Another problem about this centralized system of resource allocation is in human personnel.  Typically, teachers have choice regarding assignments, based upon seniority, and these choices are often part of collective bargaining negotiations.  Typically, these teachers, who choose to leave, are more seasoned, better educated, better compensated, and are allowed to teach in schools with less need, than their less experienced; less well educated, and lower paid counterparts.  These effects are felt greater in larger districts, typically found in inner-city schools, servicing poorer minority students.  

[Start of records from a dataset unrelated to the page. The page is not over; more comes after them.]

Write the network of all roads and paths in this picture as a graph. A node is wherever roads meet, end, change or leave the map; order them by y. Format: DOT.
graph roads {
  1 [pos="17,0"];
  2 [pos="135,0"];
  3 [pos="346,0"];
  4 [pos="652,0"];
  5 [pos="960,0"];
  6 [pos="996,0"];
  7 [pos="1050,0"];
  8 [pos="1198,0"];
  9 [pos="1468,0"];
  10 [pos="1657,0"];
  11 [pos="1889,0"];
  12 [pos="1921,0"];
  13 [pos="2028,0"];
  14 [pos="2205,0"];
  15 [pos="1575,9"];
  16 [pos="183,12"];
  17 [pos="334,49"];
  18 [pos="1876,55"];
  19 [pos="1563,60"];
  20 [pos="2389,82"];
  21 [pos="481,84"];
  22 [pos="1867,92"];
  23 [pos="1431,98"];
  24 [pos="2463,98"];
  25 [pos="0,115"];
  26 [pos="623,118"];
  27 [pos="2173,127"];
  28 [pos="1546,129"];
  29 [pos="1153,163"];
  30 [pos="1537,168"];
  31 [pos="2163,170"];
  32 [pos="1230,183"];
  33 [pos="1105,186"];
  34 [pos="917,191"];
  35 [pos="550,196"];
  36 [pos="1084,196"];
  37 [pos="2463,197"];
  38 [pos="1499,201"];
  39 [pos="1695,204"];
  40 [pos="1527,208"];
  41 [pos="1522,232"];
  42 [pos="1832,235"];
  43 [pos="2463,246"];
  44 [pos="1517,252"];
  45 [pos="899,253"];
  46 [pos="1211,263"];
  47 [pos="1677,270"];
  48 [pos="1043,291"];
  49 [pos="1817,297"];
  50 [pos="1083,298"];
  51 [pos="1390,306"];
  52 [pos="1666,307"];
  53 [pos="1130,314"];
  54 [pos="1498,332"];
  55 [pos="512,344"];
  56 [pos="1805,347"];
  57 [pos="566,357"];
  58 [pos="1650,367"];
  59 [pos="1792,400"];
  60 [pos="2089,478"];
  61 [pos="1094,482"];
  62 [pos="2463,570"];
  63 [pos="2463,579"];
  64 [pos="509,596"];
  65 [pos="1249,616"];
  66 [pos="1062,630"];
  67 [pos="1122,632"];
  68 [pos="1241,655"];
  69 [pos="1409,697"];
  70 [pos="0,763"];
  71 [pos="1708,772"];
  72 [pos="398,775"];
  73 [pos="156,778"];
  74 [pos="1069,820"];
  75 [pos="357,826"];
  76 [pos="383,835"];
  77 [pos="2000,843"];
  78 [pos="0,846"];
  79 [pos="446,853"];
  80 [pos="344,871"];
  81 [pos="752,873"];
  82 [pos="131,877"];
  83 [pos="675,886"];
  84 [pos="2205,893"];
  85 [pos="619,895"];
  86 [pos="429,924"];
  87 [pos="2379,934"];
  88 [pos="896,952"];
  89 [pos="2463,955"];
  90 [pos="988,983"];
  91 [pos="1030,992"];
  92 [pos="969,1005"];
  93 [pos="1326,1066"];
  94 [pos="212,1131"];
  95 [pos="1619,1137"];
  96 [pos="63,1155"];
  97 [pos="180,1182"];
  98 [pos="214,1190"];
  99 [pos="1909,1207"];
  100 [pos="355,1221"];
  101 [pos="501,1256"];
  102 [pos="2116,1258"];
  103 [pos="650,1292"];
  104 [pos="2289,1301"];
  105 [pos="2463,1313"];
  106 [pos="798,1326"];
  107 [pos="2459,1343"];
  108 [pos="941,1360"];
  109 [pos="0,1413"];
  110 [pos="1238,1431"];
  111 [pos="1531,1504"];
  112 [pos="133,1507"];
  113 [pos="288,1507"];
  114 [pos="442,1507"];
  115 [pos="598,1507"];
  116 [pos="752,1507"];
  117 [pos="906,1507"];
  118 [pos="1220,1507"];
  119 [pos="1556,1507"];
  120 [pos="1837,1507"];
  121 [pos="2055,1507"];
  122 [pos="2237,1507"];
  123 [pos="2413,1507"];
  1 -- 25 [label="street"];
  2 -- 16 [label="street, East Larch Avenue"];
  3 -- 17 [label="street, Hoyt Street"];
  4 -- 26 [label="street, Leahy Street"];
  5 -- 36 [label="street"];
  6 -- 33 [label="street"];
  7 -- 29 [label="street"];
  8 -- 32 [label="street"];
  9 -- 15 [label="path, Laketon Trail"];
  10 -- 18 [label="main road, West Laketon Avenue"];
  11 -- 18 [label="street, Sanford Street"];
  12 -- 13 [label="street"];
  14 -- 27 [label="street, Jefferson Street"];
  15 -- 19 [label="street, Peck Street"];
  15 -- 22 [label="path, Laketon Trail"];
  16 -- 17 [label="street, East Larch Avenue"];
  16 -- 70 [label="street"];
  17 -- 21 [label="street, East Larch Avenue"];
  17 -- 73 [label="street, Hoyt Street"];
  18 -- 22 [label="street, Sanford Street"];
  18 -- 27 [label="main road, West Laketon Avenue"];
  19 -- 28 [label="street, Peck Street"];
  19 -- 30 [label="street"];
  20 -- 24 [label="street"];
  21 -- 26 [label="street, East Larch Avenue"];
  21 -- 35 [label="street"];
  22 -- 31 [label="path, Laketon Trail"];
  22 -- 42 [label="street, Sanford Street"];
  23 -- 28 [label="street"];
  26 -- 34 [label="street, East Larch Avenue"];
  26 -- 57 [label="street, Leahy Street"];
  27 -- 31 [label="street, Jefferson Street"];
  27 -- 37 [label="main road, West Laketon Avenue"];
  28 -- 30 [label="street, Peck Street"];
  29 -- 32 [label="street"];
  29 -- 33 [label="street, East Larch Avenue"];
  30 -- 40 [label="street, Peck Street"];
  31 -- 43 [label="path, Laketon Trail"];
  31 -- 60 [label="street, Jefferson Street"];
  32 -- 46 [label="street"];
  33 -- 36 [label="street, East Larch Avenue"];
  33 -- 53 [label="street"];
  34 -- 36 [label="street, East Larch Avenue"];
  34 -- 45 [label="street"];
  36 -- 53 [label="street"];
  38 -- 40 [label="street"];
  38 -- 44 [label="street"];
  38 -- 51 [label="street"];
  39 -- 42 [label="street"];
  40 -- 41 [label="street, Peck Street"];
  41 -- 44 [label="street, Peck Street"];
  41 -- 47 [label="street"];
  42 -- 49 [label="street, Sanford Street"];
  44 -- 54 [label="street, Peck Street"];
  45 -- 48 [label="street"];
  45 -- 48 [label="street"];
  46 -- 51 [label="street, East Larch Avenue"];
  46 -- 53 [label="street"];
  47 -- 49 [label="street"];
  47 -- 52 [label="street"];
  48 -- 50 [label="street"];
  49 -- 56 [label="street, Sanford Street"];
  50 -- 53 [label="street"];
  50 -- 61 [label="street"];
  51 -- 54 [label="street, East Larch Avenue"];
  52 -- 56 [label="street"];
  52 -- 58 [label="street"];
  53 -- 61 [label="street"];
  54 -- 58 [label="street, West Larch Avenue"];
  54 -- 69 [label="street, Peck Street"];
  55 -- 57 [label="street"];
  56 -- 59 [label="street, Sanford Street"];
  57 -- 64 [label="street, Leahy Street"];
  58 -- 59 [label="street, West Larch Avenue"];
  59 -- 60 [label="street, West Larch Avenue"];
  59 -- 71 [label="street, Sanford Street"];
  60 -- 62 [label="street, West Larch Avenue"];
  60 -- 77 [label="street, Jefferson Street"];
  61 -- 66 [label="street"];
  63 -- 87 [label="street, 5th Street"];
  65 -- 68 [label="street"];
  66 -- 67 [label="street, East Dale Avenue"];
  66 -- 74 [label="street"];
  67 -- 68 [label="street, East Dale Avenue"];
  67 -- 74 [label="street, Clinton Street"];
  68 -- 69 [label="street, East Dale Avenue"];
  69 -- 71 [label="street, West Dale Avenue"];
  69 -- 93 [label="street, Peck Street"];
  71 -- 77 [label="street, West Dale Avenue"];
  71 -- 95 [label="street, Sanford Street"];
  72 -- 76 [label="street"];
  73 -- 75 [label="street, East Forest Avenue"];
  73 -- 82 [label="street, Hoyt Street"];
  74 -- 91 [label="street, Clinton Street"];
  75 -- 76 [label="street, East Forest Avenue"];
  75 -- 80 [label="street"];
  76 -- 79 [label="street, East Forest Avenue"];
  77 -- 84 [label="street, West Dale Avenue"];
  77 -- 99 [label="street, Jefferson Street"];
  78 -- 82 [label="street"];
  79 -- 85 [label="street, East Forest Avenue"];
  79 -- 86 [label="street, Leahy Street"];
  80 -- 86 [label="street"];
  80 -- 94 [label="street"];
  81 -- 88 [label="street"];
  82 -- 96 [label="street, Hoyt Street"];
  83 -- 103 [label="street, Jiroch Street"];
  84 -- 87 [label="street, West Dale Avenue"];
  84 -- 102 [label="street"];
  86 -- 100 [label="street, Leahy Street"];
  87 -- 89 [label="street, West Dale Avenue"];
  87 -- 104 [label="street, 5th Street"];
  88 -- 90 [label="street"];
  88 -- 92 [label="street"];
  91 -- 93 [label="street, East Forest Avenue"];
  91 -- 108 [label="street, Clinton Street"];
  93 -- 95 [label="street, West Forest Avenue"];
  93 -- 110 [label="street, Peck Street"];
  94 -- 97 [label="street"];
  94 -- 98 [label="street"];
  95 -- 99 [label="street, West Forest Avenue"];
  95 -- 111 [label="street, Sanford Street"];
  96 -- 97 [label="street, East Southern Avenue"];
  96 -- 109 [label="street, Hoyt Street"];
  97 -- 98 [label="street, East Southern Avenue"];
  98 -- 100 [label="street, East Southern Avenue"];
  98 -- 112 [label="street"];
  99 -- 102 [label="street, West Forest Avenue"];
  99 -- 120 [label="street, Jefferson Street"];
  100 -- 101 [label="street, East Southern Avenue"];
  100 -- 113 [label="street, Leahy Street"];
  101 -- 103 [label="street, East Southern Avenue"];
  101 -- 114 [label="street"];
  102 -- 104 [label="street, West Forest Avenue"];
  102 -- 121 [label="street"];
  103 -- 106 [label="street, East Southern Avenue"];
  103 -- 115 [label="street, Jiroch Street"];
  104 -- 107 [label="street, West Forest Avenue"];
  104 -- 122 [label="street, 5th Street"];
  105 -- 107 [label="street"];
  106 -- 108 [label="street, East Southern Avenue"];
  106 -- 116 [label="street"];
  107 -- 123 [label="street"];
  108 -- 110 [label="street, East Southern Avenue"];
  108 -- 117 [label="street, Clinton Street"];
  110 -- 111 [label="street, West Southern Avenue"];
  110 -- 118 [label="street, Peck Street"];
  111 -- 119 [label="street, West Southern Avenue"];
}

This type of non-categorical allocation of resources has a devastating effect upon high-need schools, which in effect, nullify the legislative intent of Title I.  This effect was shown (Roza, Hill, 2004) by comparing actual spending in five urban districts, Austin, Texas; Dallas, Texas; Fort Worth, Texas; Houston, Texas; and Denver, Colorado.  It was found that in all school districts, other than Dallas, affluent schools within the same district were funded significantly greater in real dollar value than poor schools within the same system.  The reason for Dallas’ success in its equitable distribution is linked directly to its effective identifier system, in place since the late 1990’s, which tracks student achievement, teacher efficacy, as well as other factors outside the classroom on a longitudinal basis (Hanushek, Kain, Rivkin; 2004).  These findings regarding inequitable distribution of resources are not limited to the cities that were investigated.  Furthermore, districts are allowed to report their salary expenditures on a district wide level, and therefore they can mask the inequities that do exist within their own schools.  The effective result is that money meant to go to schools in need, may not be going where they are most needed, and are authorized to go by Federal statute. The good schools get better, and can be showcased, while poor schools are continually allowed to lag behind.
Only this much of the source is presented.